Data for review ->
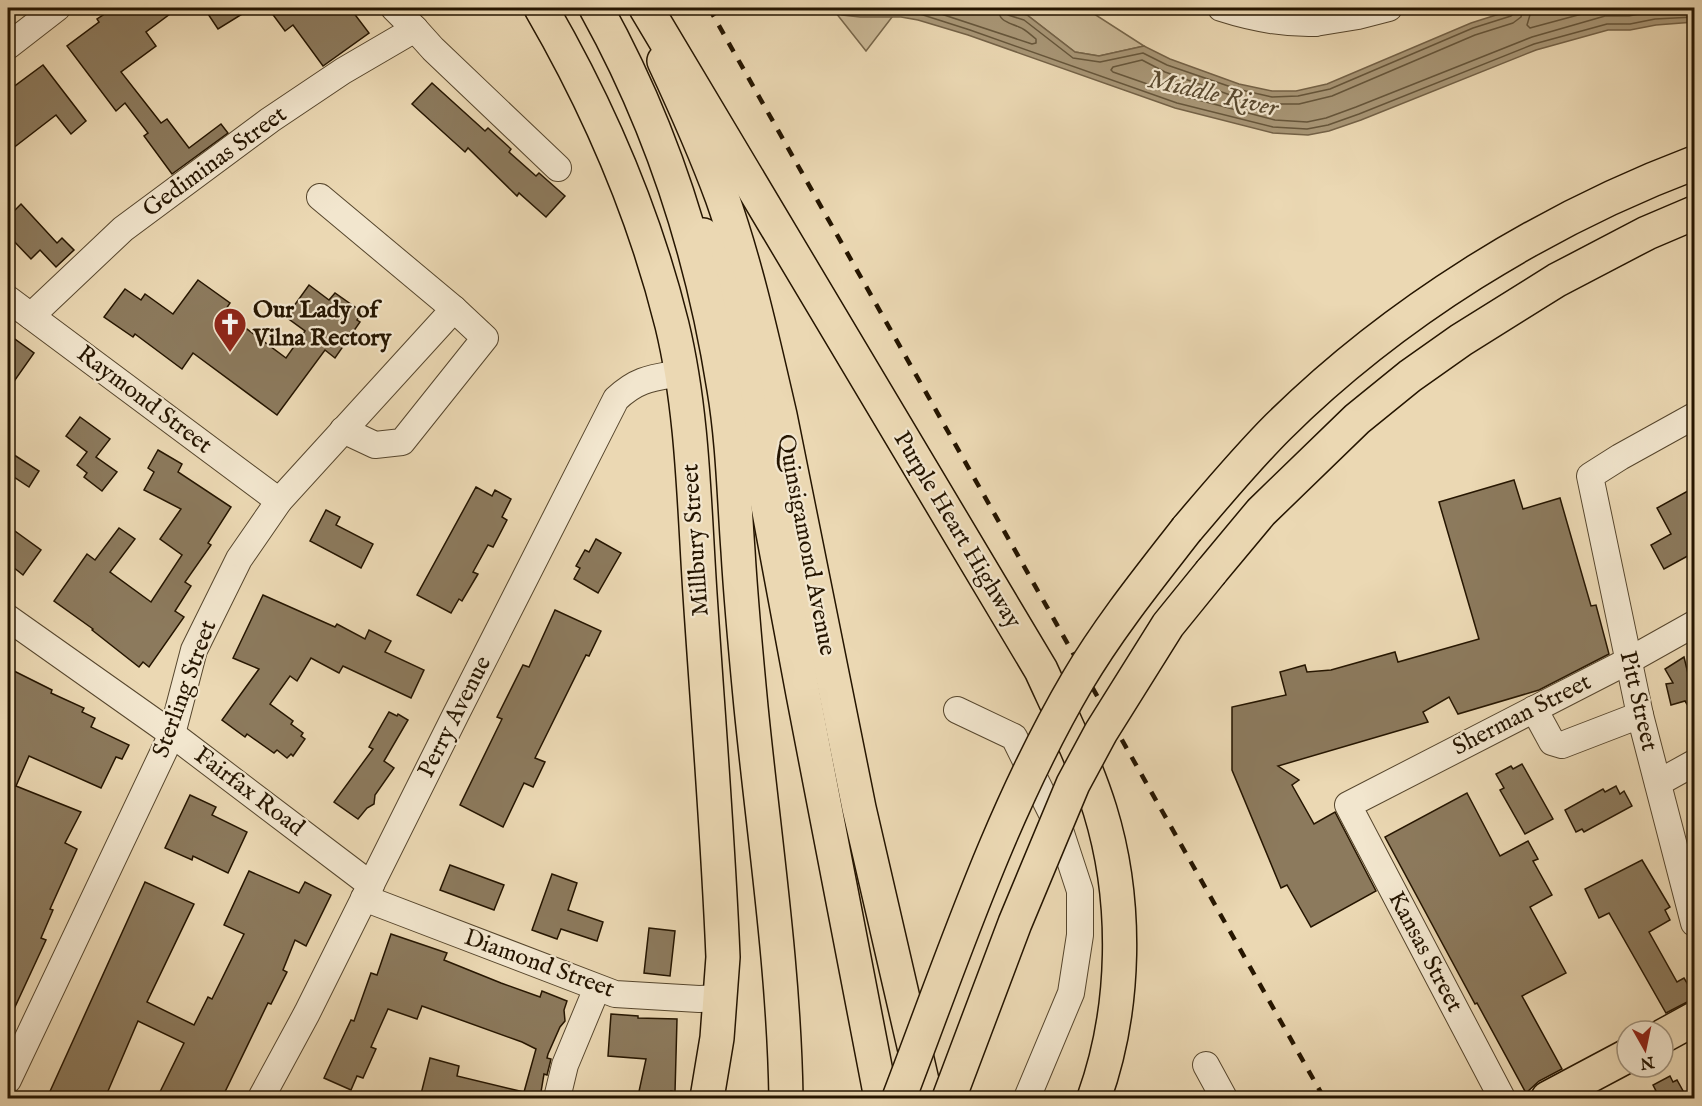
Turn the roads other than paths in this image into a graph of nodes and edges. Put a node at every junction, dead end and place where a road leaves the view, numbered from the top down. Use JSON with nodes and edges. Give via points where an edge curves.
{"nodes":[{"id":1,"x":57,"y":8,"type":"edge"},
{"id":2,"x":394,"y":8,"type":"edge"},
{"id":3,"x":541,"y":8,"type":"edge"},
{"id":4,"x":596,"y":8,"type":"edge"},
{"id":5,"x":639,"y":8,"type":"edge"},
{"id":6,"x":646,"y":8,"type":"edge"},
{"id":7,"x":1221,"y":8,"type":"edge"},
{"id":8,"x":1389,"y":8,"type":"edge"},
{"id":9,"x":1315,"y":15,"type":"edge"},
{"id":10,"x":415,"y":29,"type":"junction"},
{"id":11,"x":8,"y":46,"type":"edge"},
{"id":12,"x":1695,"y":164,"type":"edge"},
{"id":13,"x":558,"y":168,"type":"dead end"},
{"id":14,"x":676,"y":189,"type":"junction"},
{"id":15,"x":320,"y":197,"type":"dead end"},
{"id":16,"x":1695,"y":213,"type":"edge"},
{"id":17,"x":8,"y":299,"type":"edge"},
{"id":18,"x":454,"y":309,"type":"junction"},
{"id":19,"x":31,"y":316,"type":"junction"},
{"id":20,"x":681,"y":373,"type":"junction"},
{"id":21,"x":1695,"y":416,"type":"edge"},
{"id":22,"x":343,"y":430,"type":"junction"},
{"id":23,"x":279,"y":501,"type":"junction"},
{"id":24,"x":8,"y":618,"type":"edge"},
{"id":25,"x":1695,"y":624,"type":"edge"},
{"id":26,"x":1628,"y":661,"type":"junction"},
{"id":27,"x":1534,"y":709,"type":"junction"},
{"id":28,"x":957,"y":710,"type":"dead end"},
{"id":29,"x":1640,"y":715,"type":"junction"},
{"id":30,"x":172,"y":734,"type":"junction"},
{"id":31,"x":1695,"y":763,"type":"edge"},
{"id":32,"x":1658,"y":783,"type":"junction"},
{"id":33,"x":1348,"y":805,"type":"joint"},
{"id":34,"x":368,"y":891,"type":"junction"},
{"id":35,"x":1695,"y":923,"type":"edge"},
{"id":36,"x":597,"y":988,"type":"junction"},
{"id":37,"x":721,"y":998,"type":"junction"},
{"id":38,"x":1695,"y":1019,"type":"edge"},
{"id":39,"x":1675,"y":1030,"type":"edge"},
{"id":40,"x":1615,"y":1062,"type":"edge"},
{"id":41,"x":1206,"y":1065,"type":"dead end"},
{"id":42,"x":8,"y":1080,"type":"edge"},
{"id":43,"x":1216,"y":1095,"type":"edge"},
{"id":44,"x":261,"y":1098,"type":"edge"},
{"id":45,"x":557,"y":1098,"type":"edge"},
{"id":46,"x":707,"y":1098,"type":"edge"},
{"id":47,"x":786,"y":1098,"type":"edge"},
{"id":48,"x":881,"y":1098,"type":"edge"},
{"id":49,"x":899,"y":1098,"type":"edge"},
{"id":50,"x":926,"y":1098,"type":"edge"},
{"id":51,"x":949,"y":1098,"type":"edge"},
{"id":52,"x":1027,"y":1098,"type":"edge"},
{"id":53,"x":1094,"y":1098,"type":"edge"},
{"id":54,"x":1502,"y":1098,"type":"edge"},
{"id":55,"x":1548,"y":1098,"type":"edge"}],
"edges":[{"from":1,"to":11,"type":"street"},
{"from":2,"to":10,"type":"street"},
{"from":3,"to":20,"type":"main road","name":"Millbury Street","via":[[586,89],[624,172],[659,277]]},
{"from":4,"to":14,"type":"main road","via":[[646,109]]},
{"from":5,"to":50,"type":"main road","name":"Quinsigamond Avenue","via":[[718,188],[745,271],[780,415],[859,808]]},
{"from":6,"to":53,"type":"main road","name":"Purple Heart Highway","via":[[1041,670],[1073,738],[1100,810],[1117,884],[1120,925],[1118,991]]},
{"from":7,"to":9,"type":"street","via":[[1288,24]]},
{"from":8,"to":9,"type":"street","via":[[1358,16]]},
{"from":10,"to":13,"type":"street"},
{"from":10,"to":19,"type":"street","name":"Gediminas Street","via":[[343,70],[123,229]]},
{"from":12,"to":49,"type":"main road","bridge":true,"via":[[1568,220],[1510,251],[1407,319],[1320,388],[1279,427],[1187,529],[1111,628],[1032,768],[980,884]]},
{"from":14,"to":47,"type":"main road","via":[[699,270],[729,424],[745,640],[783,1011]]},
{"from":14,"to":48,"type":"main road","name":"Quinsigamond Avenue","via":[[704,237],[743,372]]},
{"from":15,"to":18,"type":"street"},
{"from":16,"to":51,"type":"main road","bridge":true,"via":[[1557,280],[1461,340],[1357,419],[1261,512],[1168,625],[1073,784]]},
{"from":17,"to":19,"type":"street","name":"Raymond Street"},
{"from":18,"to":22,"type":"street","name":"Sterling Street"},
{"from":18,"to":22,"type":"street","via":[[485,338],[402,442],[375,445]]},
{"from":19,"to":23,"type":"street","name":"Raymond Street"},
{"from":20,"to":34,"type":"street","name":"Perry Avenue","via":[[646,380],[629,387],[616,399]]},
{"from":20,"to":37,"type":"main road","name":"Millbury Street","via":[[691,464],[719,876]]},
{"from":21,"to":26,"type":"street","name":"Pitt Street","via":[[1590,476]]},
{"from":22,"to":23,"type":"street","name":"Sterling Street"},
{"from":23,"to":30,"type":"street","name":"Sterling Street","via":[[239,559],[194,650]]},
{"from":24,"to":30,"type":"street","name":"Fairfax Road"},
{"from":25,"to":26,"type":"street","name":"Sherman Street"},
{"from":26,"to":27,"type":"street","name":"Sherman Street"},
{"from":26,"to":29,"type":"street","name":"Pitt Street"},
{"from":27,"to":29,"type":"street","via":[[1552,742],[1562,745]]},
{"from":27,"to":33,"type":"street","name":"Sherman Street"},
{"from":28,"to":52,"type":"street","via":[[1014,737],[1060,830],[1080,891],[1080,935],[1071,993]]},
{"from":29,"to":32,"type":"street","name":"Pitt Street"},
{"from":30,"to":34,"type":"street","name":"Fairfax Road"},
{"from":30,"to":42,"type":"street","name":"Sterling Street"},
{"from":31,"to":32,"type":"street"},
{"from":32,"to":35,"type":"street","name":"Pitt Street"},
{"from":33,"to":54,"type":"street","name":"Kansas Street"},
{"from":34,"to":36,"type":"street","name":"Diamond Street"},
{"from":34,"to":44,"type":"street","name":"Perry Avenue"},
{"from":36,"to":37,"type":"street","name":"Diamond Street","via":[[615,994]]},
{"from":36,"to":45,"type":"street"},
{"from":37,"to":46,"type":"main road","name":"Millbury Street"},
{"from":38,"to":39,"type":"main road"},
{"from":40,"to":55,"type":"main road"},
{"from":41,"to":43,"type":"street"}]}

Aim of the task -> Once you have found every line above holding the word "dead", copy those lines.

Output below ->
Turn the roads other than paths in this image into a graph of nodes and edges. Put a node at every junction, dead end and place where a road leaves the view, numbered from the top down. Use JSON with nodes and edges. Give via points where an edge curves.
{"id":13,"x":558,"y":168,"type":"dead end"},
{"id":15,"x":320,"y":197,"type":"dead end"},
{"id":28,"x":957,"y":710,"type":"dead end"},
{"id":41,"x":1206,"y":1065,"type":"dead end"},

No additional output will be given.